Les révélations de Mediapart sur Eric Woerth suscitent la polémique sur la légitimité des méthodes journalistiques utilisées. Le site d'information d'Edwy Plenel a-t-il manqué de déontologie ? Les clés du débat.
"Dans quel monde on est, dans quel monde on est!", s'est exclamé le secrétaire général de l'UMP Xavier Bertrand après avoir déploré que Mediapart"utilise des méthodes fascistes à partir d'écoutes qui sont totalement illégales". Le ministre de l'Industrie Christian Estrosi était sur le même registre en évoquant le souvenir d'une "certaine presse des années 30", avant de réclamer de la "déontologie" et de "l'éthique" pour les journalistes. Edwy Plenel, le fondateur de Mediapart, a annoncé mercredi qu'il portait plainte pour diffamation contre Xavier Bertrand.
Les termes échangés témoignent d'une violence verbale et "correspondent à une surenchère dans l'argumentation qui traduit une situation de crise des rapports entre les protagonistes, chacun cherchant à contester l'autre dans son rôle, tant du côté sarkozyste que du côté de Médiapart, explique Jacques le Bohec, sociologue des médias à l'Icom (Université Lyon 2) et auteur d'un Dictionnaire du journalisme et des médias, à paraître en septembre.
N'empêche que les attaques de la majorité soulèvent une fois de plus la question légitime de la déontologie dans le journalisme. De fait, la profession en France a toujours affiché la volonté de s'autoréguler, autrement dit de ne laisser aucune autorité extérieure lui dicter des règles.
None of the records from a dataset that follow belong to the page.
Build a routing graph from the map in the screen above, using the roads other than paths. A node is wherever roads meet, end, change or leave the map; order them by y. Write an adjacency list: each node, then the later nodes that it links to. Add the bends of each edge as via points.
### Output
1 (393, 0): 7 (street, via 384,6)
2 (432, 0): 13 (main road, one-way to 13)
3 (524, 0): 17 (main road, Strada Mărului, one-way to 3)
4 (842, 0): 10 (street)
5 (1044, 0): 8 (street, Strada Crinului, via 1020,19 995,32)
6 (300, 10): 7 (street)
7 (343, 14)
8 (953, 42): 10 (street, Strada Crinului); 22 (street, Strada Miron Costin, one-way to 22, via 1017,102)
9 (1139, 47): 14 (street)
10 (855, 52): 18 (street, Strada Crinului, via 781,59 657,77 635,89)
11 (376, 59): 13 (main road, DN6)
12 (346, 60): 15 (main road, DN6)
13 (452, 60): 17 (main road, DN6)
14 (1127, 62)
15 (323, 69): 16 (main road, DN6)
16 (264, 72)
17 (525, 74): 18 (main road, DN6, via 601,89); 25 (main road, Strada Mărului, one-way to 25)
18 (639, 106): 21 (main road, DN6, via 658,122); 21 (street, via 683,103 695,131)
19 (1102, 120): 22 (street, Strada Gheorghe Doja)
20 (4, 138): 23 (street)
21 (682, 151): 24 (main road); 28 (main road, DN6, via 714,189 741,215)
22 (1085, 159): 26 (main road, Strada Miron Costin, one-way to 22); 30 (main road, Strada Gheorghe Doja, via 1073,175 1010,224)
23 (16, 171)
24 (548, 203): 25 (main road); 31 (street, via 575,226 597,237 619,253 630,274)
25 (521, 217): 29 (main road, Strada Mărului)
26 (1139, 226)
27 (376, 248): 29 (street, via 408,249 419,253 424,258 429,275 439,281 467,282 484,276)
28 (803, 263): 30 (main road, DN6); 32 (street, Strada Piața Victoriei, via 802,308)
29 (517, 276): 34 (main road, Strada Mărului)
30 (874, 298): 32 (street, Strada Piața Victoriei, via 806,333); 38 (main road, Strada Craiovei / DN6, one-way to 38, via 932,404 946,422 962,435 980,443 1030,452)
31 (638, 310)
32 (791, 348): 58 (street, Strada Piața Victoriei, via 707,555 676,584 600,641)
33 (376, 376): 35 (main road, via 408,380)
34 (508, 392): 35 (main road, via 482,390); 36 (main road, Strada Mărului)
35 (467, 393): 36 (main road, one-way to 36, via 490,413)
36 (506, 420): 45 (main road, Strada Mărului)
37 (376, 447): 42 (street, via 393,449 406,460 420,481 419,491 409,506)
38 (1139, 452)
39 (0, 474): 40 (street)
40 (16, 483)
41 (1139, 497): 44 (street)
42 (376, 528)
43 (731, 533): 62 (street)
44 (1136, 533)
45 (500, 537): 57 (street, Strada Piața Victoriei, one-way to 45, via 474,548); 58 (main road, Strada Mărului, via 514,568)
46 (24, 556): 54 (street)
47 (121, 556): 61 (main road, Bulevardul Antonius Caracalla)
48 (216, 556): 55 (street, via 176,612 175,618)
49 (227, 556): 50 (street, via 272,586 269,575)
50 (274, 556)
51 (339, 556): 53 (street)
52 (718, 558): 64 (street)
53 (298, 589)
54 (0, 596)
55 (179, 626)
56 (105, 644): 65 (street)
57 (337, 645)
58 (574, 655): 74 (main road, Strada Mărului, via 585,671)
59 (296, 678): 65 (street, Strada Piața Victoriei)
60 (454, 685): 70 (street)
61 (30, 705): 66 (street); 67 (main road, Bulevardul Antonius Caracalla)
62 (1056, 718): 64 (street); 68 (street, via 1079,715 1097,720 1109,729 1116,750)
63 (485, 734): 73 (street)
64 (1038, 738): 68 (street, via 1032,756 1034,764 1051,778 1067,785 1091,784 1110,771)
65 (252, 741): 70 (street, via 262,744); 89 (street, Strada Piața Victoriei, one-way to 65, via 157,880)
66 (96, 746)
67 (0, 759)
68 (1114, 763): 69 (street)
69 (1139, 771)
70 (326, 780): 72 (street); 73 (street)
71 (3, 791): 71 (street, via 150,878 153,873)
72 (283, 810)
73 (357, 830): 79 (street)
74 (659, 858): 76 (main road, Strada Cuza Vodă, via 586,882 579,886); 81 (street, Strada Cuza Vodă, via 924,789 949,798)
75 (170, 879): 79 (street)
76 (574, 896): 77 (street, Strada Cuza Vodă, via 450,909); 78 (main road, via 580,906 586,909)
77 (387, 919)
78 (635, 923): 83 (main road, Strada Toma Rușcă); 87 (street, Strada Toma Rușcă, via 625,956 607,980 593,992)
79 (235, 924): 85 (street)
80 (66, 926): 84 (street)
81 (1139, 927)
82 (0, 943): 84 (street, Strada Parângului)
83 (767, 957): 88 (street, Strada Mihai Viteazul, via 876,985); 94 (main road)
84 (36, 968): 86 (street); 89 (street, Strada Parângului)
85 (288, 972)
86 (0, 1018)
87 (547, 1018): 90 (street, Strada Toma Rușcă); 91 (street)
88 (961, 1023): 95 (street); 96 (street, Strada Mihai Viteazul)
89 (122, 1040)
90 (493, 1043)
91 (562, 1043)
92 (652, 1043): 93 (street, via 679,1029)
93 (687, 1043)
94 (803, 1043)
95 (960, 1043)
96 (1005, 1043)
Or, "la situation est celle d'une absence de cadre interne au groupe professionnel des journalistes qui préciserait en détail les pratiques permises ou non, rappelle Jacques le Bohec. Des chartes de déontologie existent, mais aucune sanction n'est prévue, à l'exception des avis du CSA. A cela s'ajoutent trois problèmes majeurs: ces chartes datent un peu; il leur est difficile d'anticiper la myriade de cas de figure potentiels; il existe une diversité des modèles de journalisme telle qu'il serait liberticide de décider lesquels seront bannis."
Des écoutes clandestines
La situation est d'autant plus floue dans le journalisme d'investigation, explique Jacques le Bohec, "où on est toujours à la frontière du légal, comme on l'a vu pour le magazine de "France 2" pratiquant l'infiltration, mais c'est souvent la condition sine qua non pour produire des informations qui ne soient pas formatées par les agents de relations publiques".
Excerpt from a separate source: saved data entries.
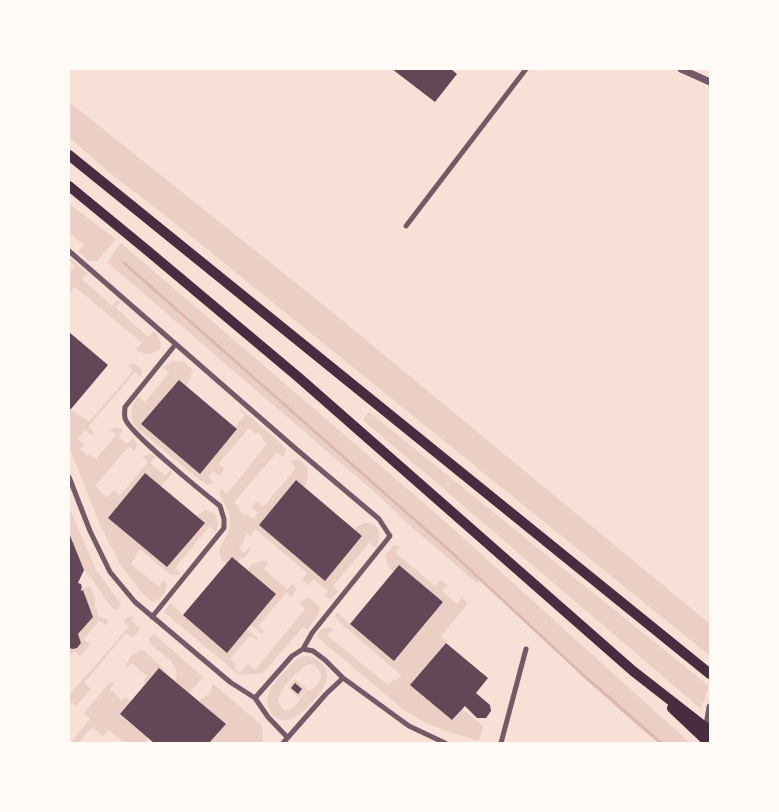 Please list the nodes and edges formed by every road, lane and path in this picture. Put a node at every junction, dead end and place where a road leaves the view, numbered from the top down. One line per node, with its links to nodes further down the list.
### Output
1 (526, 69): 6 (street)
2 (680, 69): 3 (street)
3 (710, 82)
4 (69, 155): 13 (highway)
5 (69, 186): 17 (highway)
6 (406, 226)
7 (69, 251): 8 (street)
8 (176, 345): 10 (street); 11 (street)
9 (69, 477): 10 (street)
10 (152, 617): 15 (street)
11 (303, 649): 14 (street); 15 (street)
12 (526, 649): 22 (street)
13 (708, 672)
14 (343, 678): 19 (street); 21 (street)
15 (255, 698): 19 (street)
16 (710, 707): 23 (street)
17 (697, 726): 18 (highway); 24 (highway)
18 (710, 731)
19 (287, 737): 20 (street)
20 (283, 743)
21 (445, 743)
22 (500, 743)
23 (703, 743)
24 (709, 743)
Dans le cas de l'affaire Bettencourt, les enregistrements clandestins sont illégaux, mais paradoxalement, ils sont recevables dans un procès. "Un employé victime de harcèlement moral peut produire un enregistrement clandestin comme preuve devant les prud'hommes explique le sociologue. "L'ironie de l'histoire, c'est que le responsable du site en pointe dans cette affaire, Edwy Plenel, est un ancien journaliste et dirigeant du "Monde" qui a lui-même été victime des écoutes illégales de l'Elysée dans les années 1980, et il raconte souvent à quel point cela l'a marqué".
Interviewer un témoin
De même, est-il "éthique" pour un journaliste d'interviewer un témoin d'une enquête en cours? L'ex-comptable de Liliane Bettencourt, entendue dans le cadre de l'enquête préliminaire à Nanterre pour atteinte à la vie privée et vol de documents, a affirmé à Médiapart mardi qu'Eric Woerth avait reçu en mars 2007, en tant que trésorier de l'UMP, 150.000 euros en espèces de la part de la milliardaire, pour la campagne présidentielle de Nicolas Sarkozy. Pour Jacques le Bohec, la méthode en soi n'est pas condamnable, tout dépend des circonstances. Les journalistes doivent par exemple s'assurer de la raison profonde qu'a leur source de divulguer des informations secrètes afin de flairer un éventuel piège. "Lors de l'affaire Alègre, Carl Zéro a interrogé une prostituée qui témoignait, sauf qu'il l'a payée 15 000 euros en échange de son témoignage... ce qui peut expliquer qu'elle ait été tentée de dire ce qu'il voulait entendre."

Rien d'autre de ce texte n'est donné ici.